:: GOAL OF THE EXERCISE ::
Look over the material for the string "nodes". Copy every line where it turns up.

:: GIVEN RECORDS ::
↓

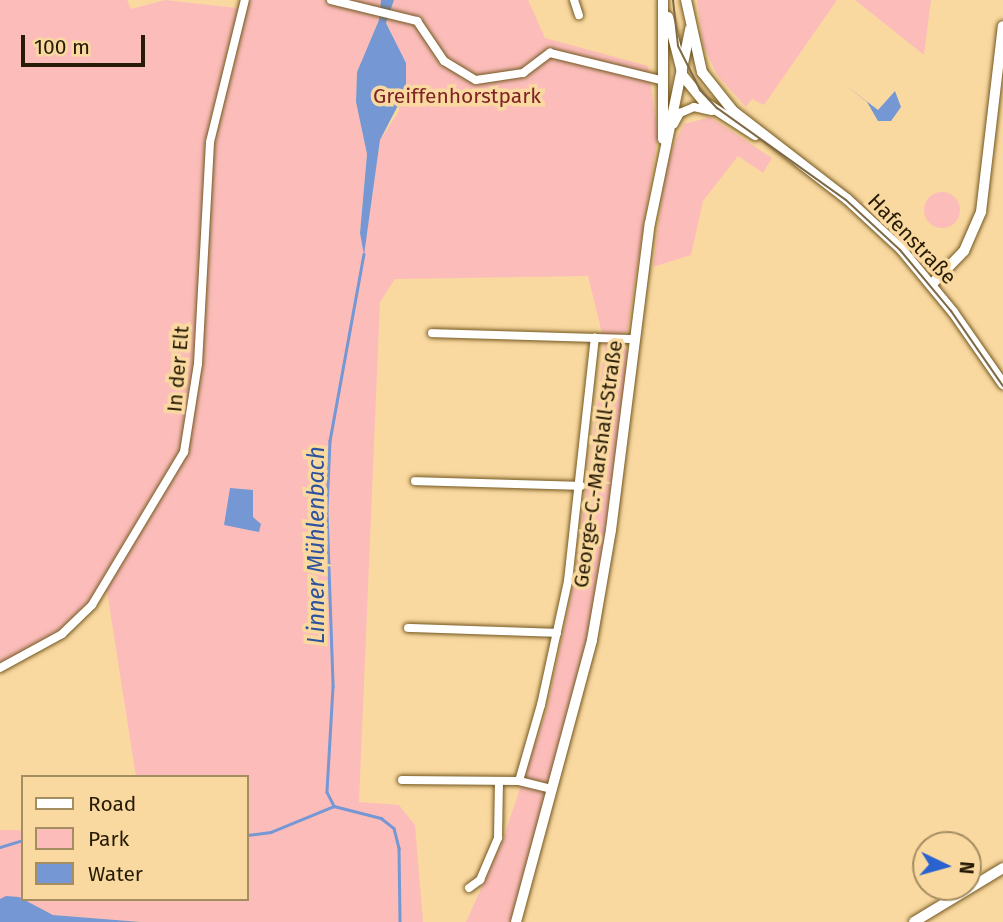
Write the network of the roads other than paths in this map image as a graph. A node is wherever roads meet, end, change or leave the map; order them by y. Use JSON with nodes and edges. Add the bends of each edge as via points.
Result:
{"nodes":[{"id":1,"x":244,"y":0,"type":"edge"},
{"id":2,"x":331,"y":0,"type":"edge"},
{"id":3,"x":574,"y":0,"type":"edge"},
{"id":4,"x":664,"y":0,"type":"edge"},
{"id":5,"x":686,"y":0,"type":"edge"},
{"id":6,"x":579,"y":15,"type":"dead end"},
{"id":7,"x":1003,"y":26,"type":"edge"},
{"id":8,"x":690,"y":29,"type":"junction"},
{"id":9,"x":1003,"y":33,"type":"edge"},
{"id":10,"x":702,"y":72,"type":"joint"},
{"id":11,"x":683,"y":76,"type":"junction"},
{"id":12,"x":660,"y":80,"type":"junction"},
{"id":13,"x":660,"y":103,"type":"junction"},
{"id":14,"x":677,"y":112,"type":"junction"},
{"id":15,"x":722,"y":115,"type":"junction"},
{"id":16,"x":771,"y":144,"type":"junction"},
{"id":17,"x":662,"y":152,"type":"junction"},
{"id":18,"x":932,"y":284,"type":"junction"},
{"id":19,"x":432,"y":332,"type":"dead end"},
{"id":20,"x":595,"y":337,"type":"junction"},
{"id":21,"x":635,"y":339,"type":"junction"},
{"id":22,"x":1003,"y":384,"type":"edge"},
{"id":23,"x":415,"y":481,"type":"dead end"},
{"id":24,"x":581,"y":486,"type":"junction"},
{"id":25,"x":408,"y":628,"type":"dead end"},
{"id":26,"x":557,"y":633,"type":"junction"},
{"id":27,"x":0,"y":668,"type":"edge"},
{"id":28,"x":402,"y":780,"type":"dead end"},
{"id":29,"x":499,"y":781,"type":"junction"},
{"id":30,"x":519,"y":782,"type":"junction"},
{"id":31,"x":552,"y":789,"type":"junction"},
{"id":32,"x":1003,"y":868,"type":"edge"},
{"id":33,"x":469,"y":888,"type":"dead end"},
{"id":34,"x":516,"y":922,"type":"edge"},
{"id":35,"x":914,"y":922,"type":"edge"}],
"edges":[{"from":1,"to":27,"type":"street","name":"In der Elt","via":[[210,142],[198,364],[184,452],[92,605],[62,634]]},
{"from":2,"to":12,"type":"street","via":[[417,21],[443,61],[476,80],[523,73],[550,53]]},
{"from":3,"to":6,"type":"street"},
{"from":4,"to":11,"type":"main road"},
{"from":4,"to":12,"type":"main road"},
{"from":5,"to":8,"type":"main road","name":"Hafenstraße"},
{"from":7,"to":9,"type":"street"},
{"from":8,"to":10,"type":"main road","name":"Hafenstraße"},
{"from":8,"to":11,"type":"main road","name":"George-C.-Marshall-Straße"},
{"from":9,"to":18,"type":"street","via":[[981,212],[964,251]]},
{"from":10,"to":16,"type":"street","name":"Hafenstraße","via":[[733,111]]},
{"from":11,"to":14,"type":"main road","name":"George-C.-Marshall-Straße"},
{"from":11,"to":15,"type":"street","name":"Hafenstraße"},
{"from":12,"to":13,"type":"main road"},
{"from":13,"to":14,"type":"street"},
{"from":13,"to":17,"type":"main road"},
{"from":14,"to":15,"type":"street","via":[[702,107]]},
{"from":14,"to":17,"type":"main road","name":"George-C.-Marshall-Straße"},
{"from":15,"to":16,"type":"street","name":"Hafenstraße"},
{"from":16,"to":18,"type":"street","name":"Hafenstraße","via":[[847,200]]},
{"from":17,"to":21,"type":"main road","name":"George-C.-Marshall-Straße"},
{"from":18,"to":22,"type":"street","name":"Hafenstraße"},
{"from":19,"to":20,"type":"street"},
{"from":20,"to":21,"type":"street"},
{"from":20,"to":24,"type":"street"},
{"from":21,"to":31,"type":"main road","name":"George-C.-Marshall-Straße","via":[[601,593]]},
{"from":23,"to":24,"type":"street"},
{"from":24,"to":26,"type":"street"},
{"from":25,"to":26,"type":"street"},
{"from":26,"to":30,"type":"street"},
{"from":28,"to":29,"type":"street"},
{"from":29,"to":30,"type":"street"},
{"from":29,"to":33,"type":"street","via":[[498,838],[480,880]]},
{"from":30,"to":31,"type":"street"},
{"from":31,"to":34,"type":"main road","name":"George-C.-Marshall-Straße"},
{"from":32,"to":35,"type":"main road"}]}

↑

:: THE COMPLETED TASK ::
Write the network of the roads other than paths in this map image as a graph. A node is wherever roads meet, end, change or leave the map; order them by y. Use JSON with nodes and edges. Add the bends of each edge as via points.
{"nodes":[{"id":1,"x":244,"y":0,"type":"edge"},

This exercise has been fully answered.